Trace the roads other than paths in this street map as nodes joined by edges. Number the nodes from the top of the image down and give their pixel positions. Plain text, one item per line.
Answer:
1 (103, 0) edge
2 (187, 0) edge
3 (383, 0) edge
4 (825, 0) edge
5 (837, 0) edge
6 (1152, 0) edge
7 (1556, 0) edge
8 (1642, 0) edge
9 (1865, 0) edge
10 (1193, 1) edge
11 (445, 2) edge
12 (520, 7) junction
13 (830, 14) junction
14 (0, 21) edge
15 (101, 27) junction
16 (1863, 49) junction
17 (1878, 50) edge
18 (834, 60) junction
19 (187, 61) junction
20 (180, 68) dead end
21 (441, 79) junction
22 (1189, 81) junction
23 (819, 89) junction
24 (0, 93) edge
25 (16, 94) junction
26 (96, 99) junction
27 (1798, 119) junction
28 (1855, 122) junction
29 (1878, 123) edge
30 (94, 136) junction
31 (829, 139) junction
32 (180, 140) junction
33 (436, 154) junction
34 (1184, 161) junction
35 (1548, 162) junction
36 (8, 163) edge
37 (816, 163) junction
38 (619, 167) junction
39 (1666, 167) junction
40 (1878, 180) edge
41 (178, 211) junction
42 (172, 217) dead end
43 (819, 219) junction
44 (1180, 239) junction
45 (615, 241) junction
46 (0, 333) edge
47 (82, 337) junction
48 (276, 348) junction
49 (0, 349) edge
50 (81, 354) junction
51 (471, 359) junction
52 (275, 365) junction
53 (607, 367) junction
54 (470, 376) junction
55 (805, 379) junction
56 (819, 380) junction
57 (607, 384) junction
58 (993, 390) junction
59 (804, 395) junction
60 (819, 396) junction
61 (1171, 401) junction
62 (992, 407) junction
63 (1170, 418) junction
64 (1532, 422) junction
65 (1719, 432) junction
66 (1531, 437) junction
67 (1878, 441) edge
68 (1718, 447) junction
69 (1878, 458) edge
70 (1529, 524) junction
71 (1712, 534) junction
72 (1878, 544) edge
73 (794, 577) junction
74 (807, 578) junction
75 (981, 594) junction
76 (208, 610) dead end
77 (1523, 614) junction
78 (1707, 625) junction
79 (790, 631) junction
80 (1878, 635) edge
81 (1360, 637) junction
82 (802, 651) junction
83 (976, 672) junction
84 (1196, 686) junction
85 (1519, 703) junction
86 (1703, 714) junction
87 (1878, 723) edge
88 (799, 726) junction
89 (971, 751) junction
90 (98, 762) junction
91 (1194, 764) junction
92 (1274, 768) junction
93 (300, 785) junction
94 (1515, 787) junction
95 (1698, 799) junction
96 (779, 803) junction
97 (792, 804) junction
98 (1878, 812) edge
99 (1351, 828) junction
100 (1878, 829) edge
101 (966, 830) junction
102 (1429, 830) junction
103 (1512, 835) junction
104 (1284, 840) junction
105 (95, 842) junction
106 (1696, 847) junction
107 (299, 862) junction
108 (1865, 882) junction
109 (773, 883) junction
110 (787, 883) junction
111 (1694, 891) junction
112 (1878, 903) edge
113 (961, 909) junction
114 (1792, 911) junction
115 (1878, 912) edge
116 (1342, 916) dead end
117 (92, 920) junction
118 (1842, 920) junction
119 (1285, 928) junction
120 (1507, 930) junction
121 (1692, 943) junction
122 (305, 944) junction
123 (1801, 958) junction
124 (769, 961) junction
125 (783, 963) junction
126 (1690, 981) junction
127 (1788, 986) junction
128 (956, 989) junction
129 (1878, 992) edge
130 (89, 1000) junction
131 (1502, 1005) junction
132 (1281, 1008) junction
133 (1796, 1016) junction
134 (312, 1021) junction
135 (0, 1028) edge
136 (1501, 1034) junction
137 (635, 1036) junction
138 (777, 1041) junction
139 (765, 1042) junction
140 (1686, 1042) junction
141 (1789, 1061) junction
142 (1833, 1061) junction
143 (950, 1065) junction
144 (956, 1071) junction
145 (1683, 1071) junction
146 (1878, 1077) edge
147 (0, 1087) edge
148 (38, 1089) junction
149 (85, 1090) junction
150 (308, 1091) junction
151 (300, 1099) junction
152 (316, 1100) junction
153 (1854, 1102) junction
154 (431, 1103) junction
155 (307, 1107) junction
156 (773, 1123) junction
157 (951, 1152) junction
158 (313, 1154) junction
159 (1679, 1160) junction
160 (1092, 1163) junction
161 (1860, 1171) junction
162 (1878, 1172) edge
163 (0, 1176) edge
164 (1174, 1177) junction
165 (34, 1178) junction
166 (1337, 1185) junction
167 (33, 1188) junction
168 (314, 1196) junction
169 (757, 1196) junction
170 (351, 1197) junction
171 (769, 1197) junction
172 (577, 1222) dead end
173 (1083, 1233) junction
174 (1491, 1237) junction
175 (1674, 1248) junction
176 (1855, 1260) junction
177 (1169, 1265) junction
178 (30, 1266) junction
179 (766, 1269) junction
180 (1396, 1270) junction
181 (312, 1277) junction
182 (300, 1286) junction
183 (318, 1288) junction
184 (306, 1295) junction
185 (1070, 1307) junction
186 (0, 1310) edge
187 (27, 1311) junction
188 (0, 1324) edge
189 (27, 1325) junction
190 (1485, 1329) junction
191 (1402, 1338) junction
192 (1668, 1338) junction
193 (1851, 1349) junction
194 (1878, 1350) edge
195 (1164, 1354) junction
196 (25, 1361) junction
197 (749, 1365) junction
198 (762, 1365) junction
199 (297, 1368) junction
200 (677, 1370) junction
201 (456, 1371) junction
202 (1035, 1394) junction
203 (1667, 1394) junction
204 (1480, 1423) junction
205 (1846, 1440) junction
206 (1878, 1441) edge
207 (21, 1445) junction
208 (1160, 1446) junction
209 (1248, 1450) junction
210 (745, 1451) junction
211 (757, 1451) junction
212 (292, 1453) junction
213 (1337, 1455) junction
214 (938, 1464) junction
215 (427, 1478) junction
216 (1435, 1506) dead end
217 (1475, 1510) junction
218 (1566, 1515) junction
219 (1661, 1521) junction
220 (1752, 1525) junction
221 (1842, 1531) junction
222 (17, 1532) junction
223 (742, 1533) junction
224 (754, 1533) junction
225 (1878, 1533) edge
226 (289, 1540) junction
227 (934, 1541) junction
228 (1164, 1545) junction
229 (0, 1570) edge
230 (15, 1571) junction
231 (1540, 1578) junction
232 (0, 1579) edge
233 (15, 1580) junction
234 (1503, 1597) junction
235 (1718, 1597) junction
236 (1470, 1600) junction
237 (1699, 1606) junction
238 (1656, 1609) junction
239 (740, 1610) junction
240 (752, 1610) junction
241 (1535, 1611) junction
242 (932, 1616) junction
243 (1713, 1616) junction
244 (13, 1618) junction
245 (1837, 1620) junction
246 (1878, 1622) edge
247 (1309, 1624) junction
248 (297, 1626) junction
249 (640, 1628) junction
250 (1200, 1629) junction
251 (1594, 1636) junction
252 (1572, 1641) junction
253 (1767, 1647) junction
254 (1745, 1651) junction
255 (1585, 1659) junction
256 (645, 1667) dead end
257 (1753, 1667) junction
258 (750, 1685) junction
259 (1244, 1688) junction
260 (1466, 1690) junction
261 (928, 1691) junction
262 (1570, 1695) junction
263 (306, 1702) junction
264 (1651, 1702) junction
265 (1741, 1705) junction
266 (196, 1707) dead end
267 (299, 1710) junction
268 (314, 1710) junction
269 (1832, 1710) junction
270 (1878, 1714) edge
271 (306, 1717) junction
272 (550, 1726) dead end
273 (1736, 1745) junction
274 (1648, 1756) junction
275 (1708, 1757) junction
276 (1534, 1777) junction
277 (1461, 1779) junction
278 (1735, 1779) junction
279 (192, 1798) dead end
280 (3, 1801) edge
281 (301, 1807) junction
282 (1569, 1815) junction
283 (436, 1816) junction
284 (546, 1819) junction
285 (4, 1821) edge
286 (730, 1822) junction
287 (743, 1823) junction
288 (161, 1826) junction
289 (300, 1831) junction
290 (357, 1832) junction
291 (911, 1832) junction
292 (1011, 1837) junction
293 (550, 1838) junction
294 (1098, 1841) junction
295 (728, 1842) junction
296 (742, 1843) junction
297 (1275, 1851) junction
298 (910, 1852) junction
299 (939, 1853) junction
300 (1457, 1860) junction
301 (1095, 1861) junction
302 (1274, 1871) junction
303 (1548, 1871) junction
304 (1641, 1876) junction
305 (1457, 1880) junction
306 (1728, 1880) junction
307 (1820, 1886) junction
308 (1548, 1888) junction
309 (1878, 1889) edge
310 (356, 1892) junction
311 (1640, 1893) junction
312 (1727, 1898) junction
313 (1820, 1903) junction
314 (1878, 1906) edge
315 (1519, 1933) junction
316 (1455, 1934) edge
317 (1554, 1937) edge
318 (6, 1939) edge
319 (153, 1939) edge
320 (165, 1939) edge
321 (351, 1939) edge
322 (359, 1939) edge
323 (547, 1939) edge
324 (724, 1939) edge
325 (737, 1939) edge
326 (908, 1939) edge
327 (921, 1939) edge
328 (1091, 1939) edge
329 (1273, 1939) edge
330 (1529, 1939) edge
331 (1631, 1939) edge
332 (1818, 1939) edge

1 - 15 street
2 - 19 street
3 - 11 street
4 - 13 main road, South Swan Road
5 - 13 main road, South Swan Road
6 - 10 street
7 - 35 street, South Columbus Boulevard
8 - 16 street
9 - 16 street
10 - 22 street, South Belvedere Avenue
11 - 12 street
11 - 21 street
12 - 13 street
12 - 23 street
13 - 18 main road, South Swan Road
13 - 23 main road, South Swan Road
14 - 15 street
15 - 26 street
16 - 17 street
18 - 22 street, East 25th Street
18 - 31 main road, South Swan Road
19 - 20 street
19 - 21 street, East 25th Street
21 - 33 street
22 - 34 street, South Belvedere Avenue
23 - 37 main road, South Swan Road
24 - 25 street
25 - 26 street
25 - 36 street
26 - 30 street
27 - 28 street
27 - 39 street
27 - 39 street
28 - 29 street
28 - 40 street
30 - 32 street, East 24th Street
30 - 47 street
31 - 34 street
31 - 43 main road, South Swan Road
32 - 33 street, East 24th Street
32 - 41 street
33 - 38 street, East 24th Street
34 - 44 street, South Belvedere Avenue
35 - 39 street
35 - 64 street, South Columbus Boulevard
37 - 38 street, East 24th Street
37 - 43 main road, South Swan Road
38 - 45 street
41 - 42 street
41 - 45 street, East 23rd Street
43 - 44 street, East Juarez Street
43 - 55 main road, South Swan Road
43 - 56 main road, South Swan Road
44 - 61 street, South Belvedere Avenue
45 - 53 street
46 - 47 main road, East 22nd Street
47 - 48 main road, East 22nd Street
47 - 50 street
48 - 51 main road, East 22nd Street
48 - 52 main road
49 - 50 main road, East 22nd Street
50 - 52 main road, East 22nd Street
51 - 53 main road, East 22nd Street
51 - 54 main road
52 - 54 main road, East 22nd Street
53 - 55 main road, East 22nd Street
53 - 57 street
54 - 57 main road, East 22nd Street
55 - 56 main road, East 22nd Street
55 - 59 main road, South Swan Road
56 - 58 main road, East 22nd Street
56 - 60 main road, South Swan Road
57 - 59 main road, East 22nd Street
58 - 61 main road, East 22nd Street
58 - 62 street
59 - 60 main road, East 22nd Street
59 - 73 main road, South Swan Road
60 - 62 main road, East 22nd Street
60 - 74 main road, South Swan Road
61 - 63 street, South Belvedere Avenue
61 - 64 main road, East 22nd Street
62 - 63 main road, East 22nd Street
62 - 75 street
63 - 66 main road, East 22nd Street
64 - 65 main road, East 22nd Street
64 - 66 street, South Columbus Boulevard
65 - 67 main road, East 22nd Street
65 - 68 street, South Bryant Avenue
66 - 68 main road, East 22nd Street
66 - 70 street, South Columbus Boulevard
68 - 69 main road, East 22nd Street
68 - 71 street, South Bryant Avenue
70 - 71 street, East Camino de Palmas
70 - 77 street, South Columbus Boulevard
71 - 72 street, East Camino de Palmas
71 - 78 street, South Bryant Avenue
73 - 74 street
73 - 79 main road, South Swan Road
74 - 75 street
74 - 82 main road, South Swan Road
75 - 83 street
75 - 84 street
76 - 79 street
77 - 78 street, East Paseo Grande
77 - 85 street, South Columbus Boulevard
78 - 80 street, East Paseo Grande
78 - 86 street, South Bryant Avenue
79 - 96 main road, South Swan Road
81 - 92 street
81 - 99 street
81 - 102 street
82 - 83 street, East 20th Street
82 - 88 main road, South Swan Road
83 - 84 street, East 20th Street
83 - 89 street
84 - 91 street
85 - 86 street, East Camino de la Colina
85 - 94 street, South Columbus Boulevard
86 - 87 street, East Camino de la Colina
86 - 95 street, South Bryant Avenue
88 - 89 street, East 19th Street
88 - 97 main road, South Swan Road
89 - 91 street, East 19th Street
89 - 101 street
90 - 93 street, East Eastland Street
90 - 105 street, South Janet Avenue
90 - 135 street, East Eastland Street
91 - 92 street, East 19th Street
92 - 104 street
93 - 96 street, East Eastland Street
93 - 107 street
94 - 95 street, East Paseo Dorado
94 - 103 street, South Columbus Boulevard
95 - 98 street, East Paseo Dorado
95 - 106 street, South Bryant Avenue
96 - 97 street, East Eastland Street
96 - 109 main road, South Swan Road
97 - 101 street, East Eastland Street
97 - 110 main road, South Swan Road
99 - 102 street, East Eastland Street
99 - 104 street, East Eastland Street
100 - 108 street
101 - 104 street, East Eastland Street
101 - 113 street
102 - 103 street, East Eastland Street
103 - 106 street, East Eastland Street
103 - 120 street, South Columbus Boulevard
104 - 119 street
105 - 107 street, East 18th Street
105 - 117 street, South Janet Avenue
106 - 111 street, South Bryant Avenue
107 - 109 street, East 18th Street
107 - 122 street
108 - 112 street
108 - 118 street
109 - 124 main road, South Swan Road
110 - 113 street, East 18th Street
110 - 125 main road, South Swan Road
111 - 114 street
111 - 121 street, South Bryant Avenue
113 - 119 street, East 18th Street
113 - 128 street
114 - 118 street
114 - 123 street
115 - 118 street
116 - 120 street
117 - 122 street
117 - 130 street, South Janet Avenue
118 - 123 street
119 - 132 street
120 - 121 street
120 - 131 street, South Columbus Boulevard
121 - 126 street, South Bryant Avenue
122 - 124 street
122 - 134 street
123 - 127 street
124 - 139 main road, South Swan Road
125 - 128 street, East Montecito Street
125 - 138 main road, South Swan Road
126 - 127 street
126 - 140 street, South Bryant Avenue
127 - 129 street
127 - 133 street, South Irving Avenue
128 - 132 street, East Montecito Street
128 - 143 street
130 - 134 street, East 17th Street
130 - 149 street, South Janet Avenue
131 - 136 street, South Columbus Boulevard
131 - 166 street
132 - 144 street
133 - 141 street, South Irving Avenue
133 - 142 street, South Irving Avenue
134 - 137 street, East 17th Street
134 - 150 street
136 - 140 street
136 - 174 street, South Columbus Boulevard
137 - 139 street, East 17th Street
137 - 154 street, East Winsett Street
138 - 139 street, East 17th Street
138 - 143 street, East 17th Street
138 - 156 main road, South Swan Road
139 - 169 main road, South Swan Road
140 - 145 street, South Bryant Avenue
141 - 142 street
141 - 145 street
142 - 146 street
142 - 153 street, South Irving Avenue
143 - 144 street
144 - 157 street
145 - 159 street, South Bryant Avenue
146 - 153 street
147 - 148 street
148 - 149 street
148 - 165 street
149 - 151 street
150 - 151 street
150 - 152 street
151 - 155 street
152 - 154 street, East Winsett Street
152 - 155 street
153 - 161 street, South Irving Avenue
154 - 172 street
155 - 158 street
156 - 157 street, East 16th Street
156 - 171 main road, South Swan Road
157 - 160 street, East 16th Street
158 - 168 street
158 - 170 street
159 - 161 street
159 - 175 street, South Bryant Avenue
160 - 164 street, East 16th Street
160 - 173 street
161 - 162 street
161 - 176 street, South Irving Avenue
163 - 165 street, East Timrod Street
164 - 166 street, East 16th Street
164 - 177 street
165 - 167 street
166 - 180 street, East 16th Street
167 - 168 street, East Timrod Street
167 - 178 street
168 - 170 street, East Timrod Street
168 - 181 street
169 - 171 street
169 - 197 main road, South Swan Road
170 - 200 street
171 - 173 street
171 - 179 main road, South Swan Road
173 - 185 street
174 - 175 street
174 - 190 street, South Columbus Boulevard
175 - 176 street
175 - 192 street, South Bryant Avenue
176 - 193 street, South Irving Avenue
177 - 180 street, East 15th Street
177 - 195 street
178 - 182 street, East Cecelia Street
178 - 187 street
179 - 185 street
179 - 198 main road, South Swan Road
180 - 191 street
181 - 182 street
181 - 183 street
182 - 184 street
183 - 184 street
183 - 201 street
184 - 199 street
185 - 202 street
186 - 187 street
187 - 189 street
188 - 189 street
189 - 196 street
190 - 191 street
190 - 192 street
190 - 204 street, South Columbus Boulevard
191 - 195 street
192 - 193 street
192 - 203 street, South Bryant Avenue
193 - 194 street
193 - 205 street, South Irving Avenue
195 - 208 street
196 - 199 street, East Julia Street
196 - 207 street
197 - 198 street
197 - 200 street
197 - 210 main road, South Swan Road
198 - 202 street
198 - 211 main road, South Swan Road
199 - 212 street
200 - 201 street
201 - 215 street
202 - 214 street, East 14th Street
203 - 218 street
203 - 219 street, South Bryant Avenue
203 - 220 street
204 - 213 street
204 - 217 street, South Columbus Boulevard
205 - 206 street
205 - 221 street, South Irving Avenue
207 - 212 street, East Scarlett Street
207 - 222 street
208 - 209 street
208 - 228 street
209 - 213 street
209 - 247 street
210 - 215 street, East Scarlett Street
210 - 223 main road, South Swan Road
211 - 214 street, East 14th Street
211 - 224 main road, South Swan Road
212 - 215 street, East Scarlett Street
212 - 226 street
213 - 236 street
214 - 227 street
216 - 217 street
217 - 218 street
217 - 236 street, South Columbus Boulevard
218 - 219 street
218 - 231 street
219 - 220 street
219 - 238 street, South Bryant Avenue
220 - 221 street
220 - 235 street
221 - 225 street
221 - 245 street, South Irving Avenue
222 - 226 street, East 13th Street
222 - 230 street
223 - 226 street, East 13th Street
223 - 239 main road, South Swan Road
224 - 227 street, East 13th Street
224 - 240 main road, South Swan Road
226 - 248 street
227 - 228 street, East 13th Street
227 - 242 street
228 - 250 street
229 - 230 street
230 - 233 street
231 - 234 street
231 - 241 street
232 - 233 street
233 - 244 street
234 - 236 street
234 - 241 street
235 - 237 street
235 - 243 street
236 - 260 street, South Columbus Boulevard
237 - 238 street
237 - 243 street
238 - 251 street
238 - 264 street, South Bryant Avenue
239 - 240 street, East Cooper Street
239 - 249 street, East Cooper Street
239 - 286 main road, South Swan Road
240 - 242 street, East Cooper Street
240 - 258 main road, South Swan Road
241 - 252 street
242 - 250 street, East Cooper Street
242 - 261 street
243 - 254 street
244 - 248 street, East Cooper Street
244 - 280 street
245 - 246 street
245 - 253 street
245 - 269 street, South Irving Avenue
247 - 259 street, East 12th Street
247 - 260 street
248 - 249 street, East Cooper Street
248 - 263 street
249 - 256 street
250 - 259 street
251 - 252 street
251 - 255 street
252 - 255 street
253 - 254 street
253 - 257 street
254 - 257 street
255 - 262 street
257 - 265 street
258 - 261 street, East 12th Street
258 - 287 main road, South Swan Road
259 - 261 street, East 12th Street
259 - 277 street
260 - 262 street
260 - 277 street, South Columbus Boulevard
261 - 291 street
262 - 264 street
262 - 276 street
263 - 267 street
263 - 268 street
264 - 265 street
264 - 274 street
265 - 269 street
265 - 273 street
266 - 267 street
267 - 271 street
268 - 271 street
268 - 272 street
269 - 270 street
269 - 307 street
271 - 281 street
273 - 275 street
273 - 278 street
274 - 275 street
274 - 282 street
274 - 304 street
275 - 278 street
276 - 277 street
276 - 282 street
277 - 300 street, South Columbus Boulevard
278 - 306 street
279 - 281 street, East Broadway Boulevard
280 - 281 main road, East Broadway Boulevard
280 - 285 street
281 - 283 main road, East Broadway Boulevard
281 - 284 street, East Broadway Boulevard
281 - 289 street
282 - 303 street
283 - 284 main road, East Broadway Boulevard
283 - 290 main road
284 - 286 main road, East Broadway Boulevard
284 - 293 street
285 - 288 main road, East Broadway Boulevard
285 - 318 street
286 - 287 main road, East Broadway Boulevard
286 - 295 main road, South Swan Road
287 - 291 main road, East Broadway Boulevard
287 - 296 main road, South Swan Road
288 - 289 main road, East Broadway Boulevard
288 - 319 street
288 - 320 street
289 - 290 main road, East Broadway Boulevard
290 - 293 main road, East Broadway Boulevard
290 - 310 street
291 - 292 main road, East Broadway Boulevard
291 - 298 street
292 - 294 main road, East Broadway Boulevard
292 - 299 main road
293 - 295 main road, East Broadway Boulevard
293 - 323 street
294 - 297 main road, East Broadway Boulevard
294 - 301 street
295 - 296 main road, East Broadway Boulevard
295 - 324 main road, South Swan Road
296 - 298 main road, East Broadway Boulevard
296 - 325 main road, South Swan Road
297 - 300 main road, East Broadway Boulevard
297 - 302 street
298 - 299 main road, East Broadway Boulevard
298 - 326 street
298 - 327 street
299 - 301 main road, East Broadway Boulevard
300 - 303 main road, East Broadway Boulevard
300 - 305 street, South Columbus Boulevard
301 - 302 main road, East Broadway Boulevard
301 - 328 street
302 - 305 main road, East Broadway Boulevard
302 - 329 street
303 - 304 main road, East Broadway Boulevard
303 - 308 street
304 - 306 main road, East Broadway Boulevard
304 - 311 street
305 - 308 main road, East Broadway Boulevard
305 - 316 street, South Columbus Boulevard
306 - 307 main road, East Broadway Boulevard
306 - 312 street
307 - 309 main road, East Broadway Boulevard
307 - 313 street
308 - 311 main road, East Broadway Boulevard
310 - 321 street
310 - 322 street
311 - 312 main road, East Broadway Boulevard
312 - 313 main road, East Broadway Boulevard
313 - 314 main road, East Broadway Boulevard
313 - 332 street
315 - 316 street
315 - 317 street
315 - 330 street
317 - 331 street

■ ■ ■ ■

### [EXERCISE AIM]
Which of the lines in the data contain the string "Scarlett"? Return each one.

### [SOLUTION TO THE PROBLEM]
207 - 212 street, East Scarlett Street
210 - 215 street, East Scarlett Street
212 - 215 street, East Scarlett Street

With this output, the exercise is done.